Prior to announcing the Ottawa Senators first round selection with the 16th overall pick, a trade was announced by commissioner Gary Bettman. Bryan Murray had sent the Sens’ pick straight up to the St. Louis Blues for their 17th overall selection from the 2009 draft, Swedish defenseman David Rundblad. Upon that announcement, Sens fans raced to their various Interwebs machines in order to research the little known defenseman from Lyksele, Sweden and played professional SEL hockey for Skelleftea.
They liked much of what they saw…
The Ottawa Senators would leave Rundblad in the SEL for the 2010-11 season, where people around the league started taking notice as he compiled 50 points in 55 regular season GP. He then finally made his NHL debut for the Sens in the 2011-12 season and didn’t take long to endear himself to the hometown fans.
While Rundblad has exhibited some of the offensive skill that had made fans fall in love with the idea of him being a long-term piece of the Sens’ puzzle, his defensive play was lacking. Rundblad racked up a -11 rating in just 24 GP for Ottawa before Bryan Murray made one of the most shocking moves during his tenure as GM. In December of 2011 rumors began swirling out of Phoenix that the third overall pick from the 2007 NHL Entry Draft – Kyle Turris – was unhappy with the Coyotes and wanted out.
People doubted his claims as on the surface he hadn’t accomplished much in his brief NHL career, amassing just 46 points in 131 NHL GP. During his tenure there he had spent significant time in the team’s bottom six, including time alongside the likes of Paul Bissonnette. With the reassurance of newly hired head coach Paul MacLean – who had seen Turris plenty of times during his time as assistant coach of the Red Wings – Murray pulled the trigger on a trade that would send David Rundblad and a second round pick to Phoenix in exchange for the promising but disgruntled prospect.

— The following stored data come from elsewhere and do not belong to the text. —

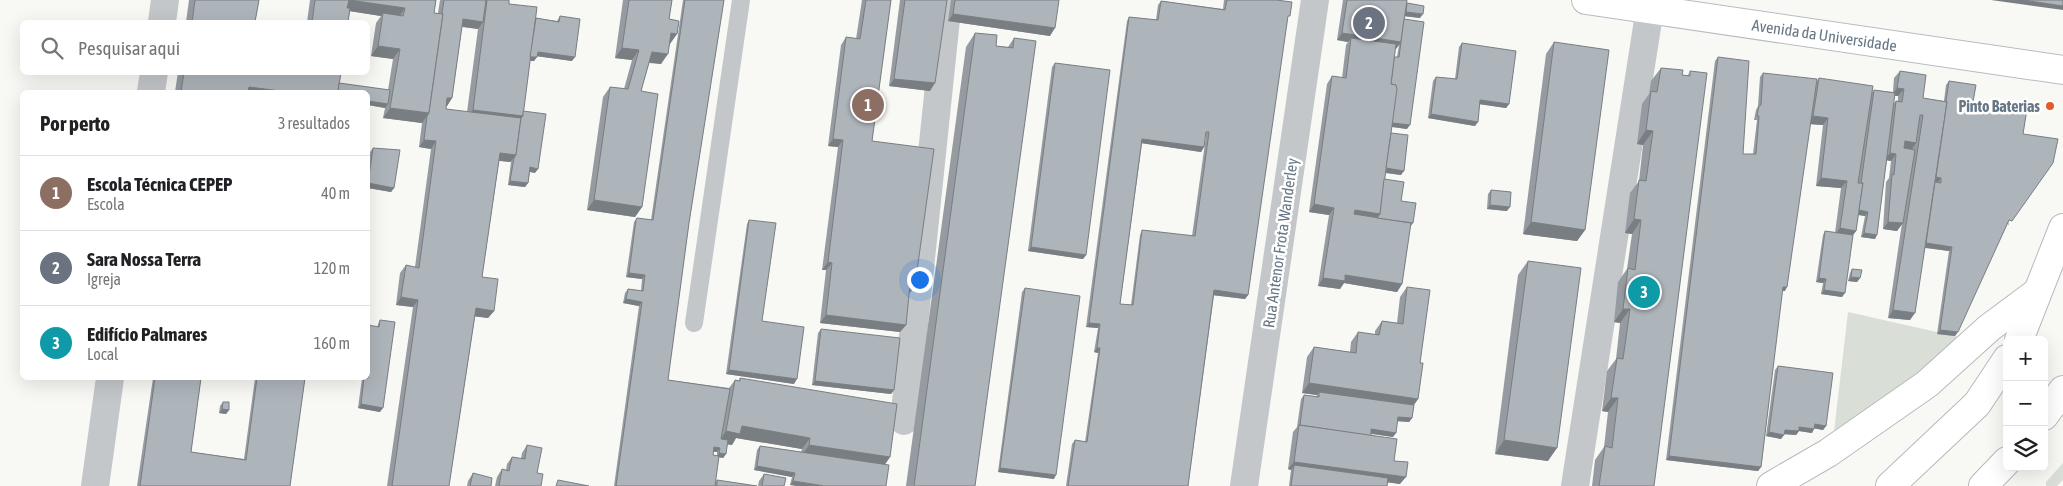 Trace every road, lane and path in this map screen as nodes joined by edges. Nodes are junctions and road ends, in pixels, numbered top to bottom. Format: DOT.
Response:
graph roads {
  1 [pos="165,0"];
  2 [pos="741,0"];
  3 [pos="948,0"];
  4 [pos="1315,0"];
  5 [pos="1586,0"];
  6 [pos="1650,8"];
  7 [pos="162,20"];
  8 [pos="2063,70"];
  9 [pos="154,75"];
  10 [pos="151,90"];
  11 [pos="2063,228"];
  12 [pos="2036,293"];
  13 [pos="694,323"];
  14 [pos="2021,336"];
  15 [pos="2003,365"];
  16 [pos="110,380"];
  17 [pos="2063,390"];
  18 [pos="2048,411"];
  19 [pos="904,421"];
  20 [pos="2003,466"];
  21 [pos="95,486"];
  22 [pos="1244,486"];
  23 [pos="1575,486"];
  24 [pos="1771,486"];
  25 [pos="1890,486"];
  26 [pos="1983,486"];
  1 -- 7 [label="street"];
  2 -- 13 [label="lane"];
  3 -- 19 [label="street"];
  4 -- 22 [label="street, Rua Antenor Frota Wanderley"];
  5 -- 6 [label="main road, Avenida da Universidade"];
  6 -- 8 [label="main road, Avenida da Universidade"];
  6 -- 23 [label="street"];
  9 -- 10 [label="street"];
  11 -- 12 [label="main road"];
  12 -- 14 [label="main road"];
  12 -- 24 [label="main road"];
  15 -- 25 [label="main road"];
  16 -- 21 [label="street"];
  17 -- 18 [label="main road"];
  20 -- 26 [label="main road"];
}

Why the Ottawa Senators Are Better off with Kyle Turris Over Taranseko…For Now
Prior to this season, Kyle Turris had 116 points in 179 GP as a member of the Ottawa Senators. Vladimir Tarasenko had played just 102 games for the Blues prior to this season and recorded 62 points. A meagre difference of just 0.04 points per game in Turris’ favor. A difference that Tarasenko will make up shortly with his pace of 17 points in 14 GP in 2014-15 – compared to Turris who has eight points in 14 games for the Sens.
It seems pretty likely that Vladimir Tarasenko is the better player – or at the very least – will be before long. His offensive talents are superior and the Blues are a much better team than the Senators. It’s that latter point however, that makes Kyle Turris the better fit in Ottawa. The Sens never fully recovered from losing Heatley’s offense. Milan Michalek had a 35-goal season in his second year in Ottawa, but as the injuries piled up, it became clear that he’ll be unlikely to return to that form. And then Daniel Alfredsson left, and then Jason Spezza wanted out…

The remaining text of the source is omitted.